3.2. Localization Techniques

3.2.1. Trilateration

Trilateration [24] is a model-based technique that uses distances to determine the receiver’s location numerically. To calculate with Trilateration, we need three transmitting devices to obtain a 2D position and four to find a 3D position. The distances between the transmitter and the receivers and the right number of transmitting devices are necessary. A frequent method for calculating the distance between devices uses a signal’s RSSI. For 2D space, with three anchor nodes $i, i\in \left\{1,2,3\right\},$ located at the position $\left(a_i,b_i\right)$, we can find the unknown position ($x$, $y$) of the receiver as

$$\left\{\begin{array}{c}{\left(a_1-x\right)}^2+{\left(b_1-y\right)}^2=d_1{}^2\\ {\left(a_2-x\right)}^2+{\left(b_2-y\right)}^2=d_2{}^2\\ {\left(a_3-x\right)}^2+{\left(b_3-y\right)}^2=d_3{}^2\end{array}\right.$$

(1)

where $d_i$ denotes the distance between the unknown sensor and the anchor $i$. To minimize the location error, we need to minimize the following objective function using a non-linear least squares technique:

$$f\left(x,y\right)={\displaystyle \sum }_{i=1}^3{\left[\sqrt{{\left(x-a_i\right)}^2+{\left(y-b_i\right)}^2}-d_i\right]}^2$$

(2)

3.2.2. The Weighted Centroid Algorithm

The basic idea of a weighted centroid localization algorithm [25] based on RSSI is that unknown nodes gather RSSI information from the beacon nodes around them. Assuming there are anchor nodes in the WSN, with coordinates $\left(a_i,b_i\right)$ where $i\in \left(1,2,3,\dots ,n\right)$, the location of the unknown node can be obtained by using the improved centroid algorithm estimating the coordinates of n nodes as

$$\left\{\begin{array}{c}x=\frac{1}{{{\displaystyle \sum }}_{i=1}^n{w}_i}{\displaystyle {\displaystyle \sum }_{i=1}^n}{w}_i\times a_i\\ y=\frac{1}{{{\displaystyle \sum }}_{i=1}^n{w}_i}{\displaystyle {\displaystyle \sum }_{i=1}^n}{w}_i\times b_i\end{array}\right.$$

(3)

where $w_i$ denotes the weight of anchor $i$, given by the following formula:

$$w_i=\frac{RSS{I}_i}{RSS{I}_1+RSS{I}_2+RSS{I}_3+\dots +RSS{I}_n}$$

(4)

where $RSS{I}_i$ denotes the measured RSSI between anchor $i$ and the unknown tag node, and $i\in \left(1,2,3,\dots ,n\right)$, with $n$ as the number of anchors.

3.2.3. Grid-Based RSS

In this algorithm [8], a floorplan is considered and divided into grid points of possible mobile locations. During the offline phase, theoretical received RSS values are calculated according to each grid point’s representative (measured) RSS model. During the online phase, the measured RSS values are ‘compared’ with the theoretical ones for each grid point. The grid point, which has its theoretical RSS values closest (least squares) to the ones measured, is determined as the estimated location $\left(x,y\right)$

$$\left(x,y\right)=mi{n}_{x,y}{\displaystyle \sum }_{i=1}^n{\left(RS{S}_{\left(x,y\right),i,T}-RS{S}_{i,M}\right)}^2$$

(5)

where $RS{S}_{\left(x,y\right),i,T}$ denotes the theoretical RSS value at the position $\left(x,y\right)$ from anchor $i$, $i\in \left(1,2,3,\dots ,n\right)$. $RS{S}_{i,M}$ is the measured RSS value from anchor $i$.

4. Methodology

This section presents three scenarios based on those we have performed in our experiments. The results of the experiments are presented in the experiment and results section.
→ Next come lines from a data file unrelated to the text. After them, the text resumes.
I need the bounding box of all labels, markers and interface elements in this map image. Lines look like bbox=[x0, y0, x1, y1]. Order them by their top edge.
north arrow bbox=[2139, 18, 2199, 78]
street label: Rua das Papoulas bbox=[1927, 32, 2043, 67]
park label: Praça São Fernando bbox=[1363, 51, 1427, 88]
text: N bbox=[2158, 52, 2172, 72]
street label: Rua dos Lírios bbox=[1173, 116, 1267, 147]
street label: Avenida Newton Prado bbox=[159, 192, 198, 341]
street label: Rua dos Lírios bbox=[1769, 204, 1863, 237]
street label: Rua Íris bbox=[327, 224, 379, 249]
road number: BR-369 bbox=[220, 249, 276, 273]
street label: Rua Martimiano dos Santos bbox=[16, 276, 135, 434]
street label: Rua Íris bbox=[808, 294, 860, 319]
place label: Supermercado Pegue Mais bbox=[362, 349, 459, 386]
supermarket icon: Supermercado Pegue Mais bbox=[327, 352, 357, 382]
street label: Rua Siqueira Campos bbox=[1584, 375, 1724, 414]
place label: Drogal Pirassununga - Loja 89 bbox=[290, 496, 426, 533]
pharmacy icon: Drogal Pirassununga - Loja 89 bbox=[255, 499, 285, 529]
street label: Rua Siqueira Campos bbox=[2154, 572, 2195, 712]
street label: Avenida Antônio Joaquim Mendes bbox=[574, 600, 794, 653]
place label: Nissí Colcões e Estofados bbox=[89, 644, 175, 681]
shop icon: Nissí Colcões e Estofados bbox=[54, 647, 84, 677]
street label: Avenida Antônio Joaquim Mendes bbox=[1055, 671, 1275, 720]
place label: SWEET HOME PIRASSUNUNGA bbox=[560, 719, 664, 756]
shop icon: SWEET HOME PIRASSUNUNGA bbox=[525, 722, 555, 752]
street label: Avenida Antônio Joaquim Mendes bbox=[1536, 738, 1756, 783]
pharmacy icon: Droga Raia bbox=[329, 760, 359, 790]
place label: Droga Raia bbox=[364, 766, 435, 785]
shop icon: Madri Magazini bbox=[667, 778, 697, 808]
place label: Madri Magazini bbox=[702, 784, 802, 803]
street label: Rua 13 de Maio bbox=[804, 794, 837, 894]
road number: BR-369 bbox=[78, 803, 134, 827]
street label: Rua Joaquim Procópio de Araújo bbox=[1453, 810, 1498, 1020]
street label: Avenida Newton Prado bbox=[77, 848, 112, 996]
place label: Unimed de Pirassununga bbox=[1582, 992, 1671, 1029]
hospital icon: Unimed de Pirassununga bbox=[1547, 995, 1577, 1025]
4.1. Experiment 1 (Tag Nodes Deployed Randomly)

This first experiment aims to explain how the three localization techniques localize the unknown nodes. In this experiment, we have 7–200 tag nodes distributed in a 2D $\left(x,y\right)$- coordinate plane and a total of four anchor nodes, which are placed on all four corners. Figure 1 shows the distribution of 7 tag nodes and anchor nodes.

These four anchor nodes measure the RSSI values for each tag node. For each tag node, we have four RSSI values from four anchors. Then, using these RSSI values, we estimate the location of tag nodes by leveraging localization techniques, as presented in Section 3.2.
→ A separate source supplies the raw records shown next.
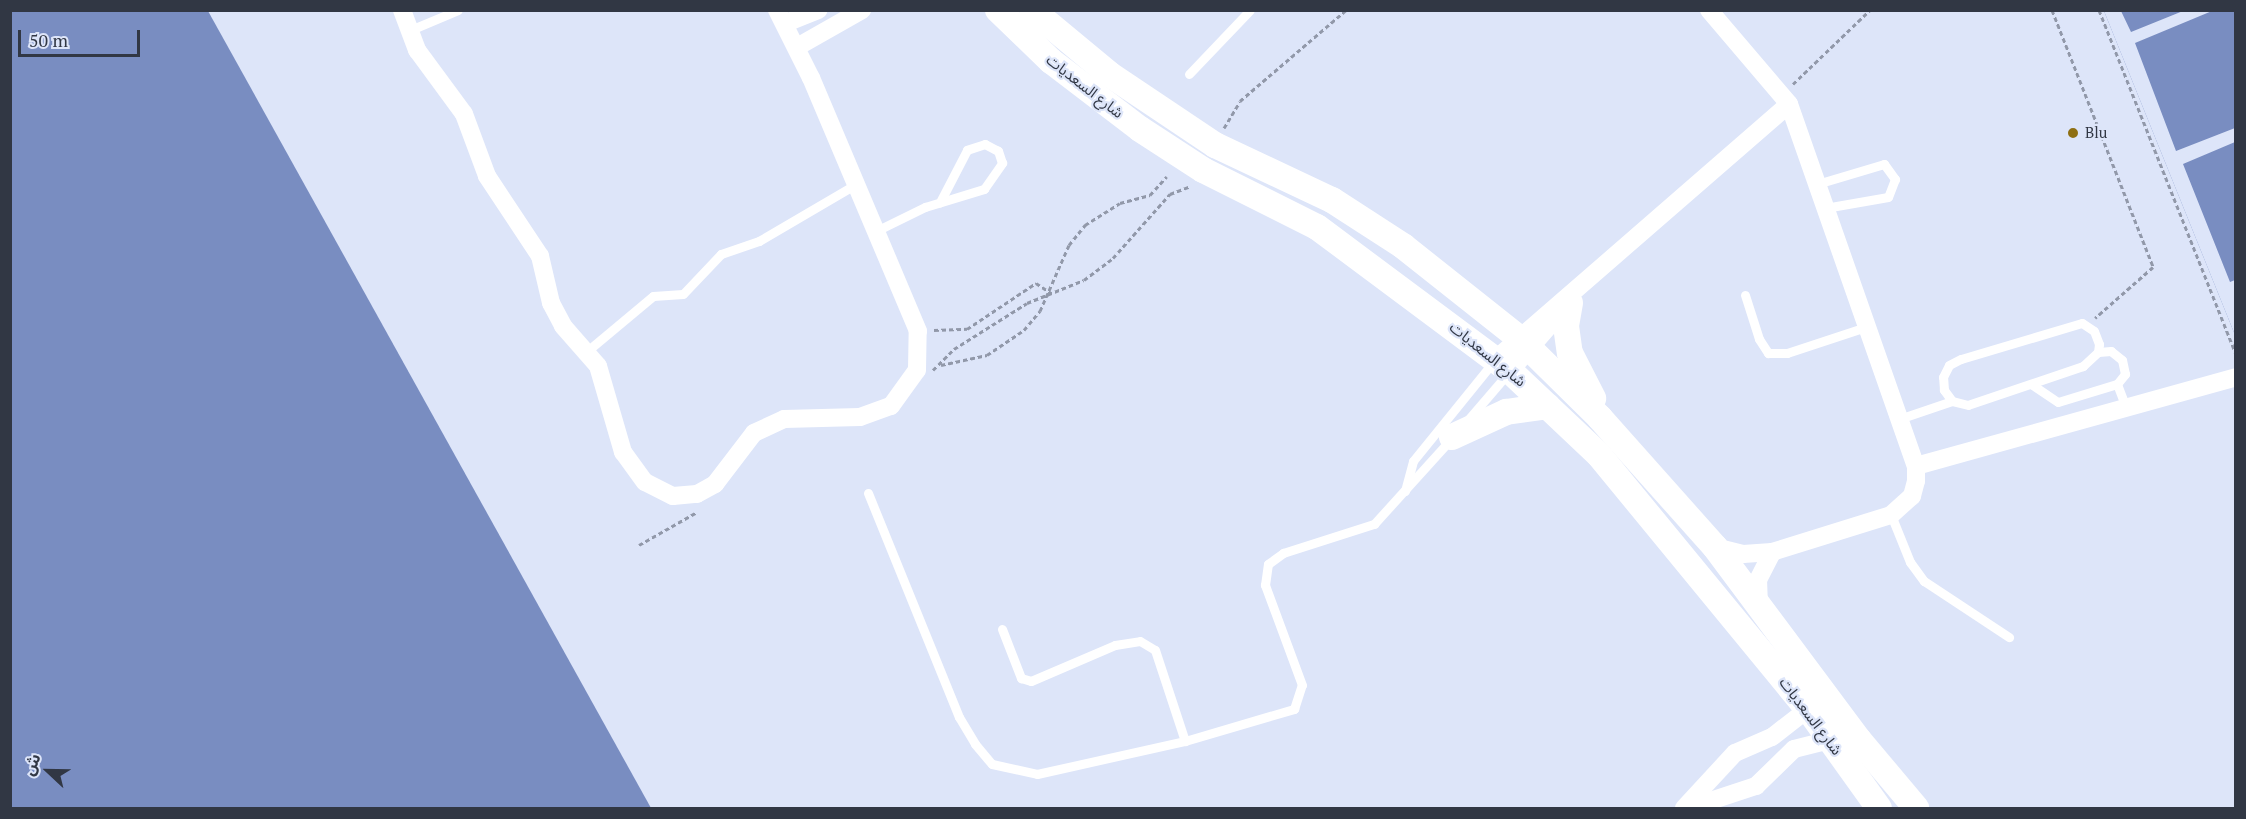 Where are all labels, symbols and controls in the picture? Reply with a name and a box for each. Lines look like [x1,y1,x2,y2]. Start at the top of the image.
scale bar [21,18,142,56]
text: 50 m [29,28,68,52]
street label: شارع السعديات [1043,50,1127,122]
place label: Blu [2085,124,2107,142]
marker: Blu [2066,126,2080,140]
street label: شارع السعديات [1446,318,1530,390]
street label: شارع السعديات [1776,674,1846,758]
north arrow [18,741,78,801]
text: ش [17,750,46,779]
4.2. Experiment 2 (Tag Nodes across Boundaries/Center)

This experiment is based on simulated data we have generated in Python. In this, we are placing the tag nodes starting from the center to the boundaries of the simulation workspace (x-y coordinate plane). Each tag node has its own identifying number. Here, we also use the four anchor nodes, one for each corner. Figure 2 represents the x-y coordinate simulation workspace with tag nodes (green).

The four anchors communicate with every tag node in the workspace and measure the RSSI values corresponding to tag nodes. So, for each tag node, we have four measured RSSI values, which we are using to locate a tag node. The experiment and result section shows the localization results from three different techniques (Multilateration, Grid-based RSS, and Centroid Algorithm).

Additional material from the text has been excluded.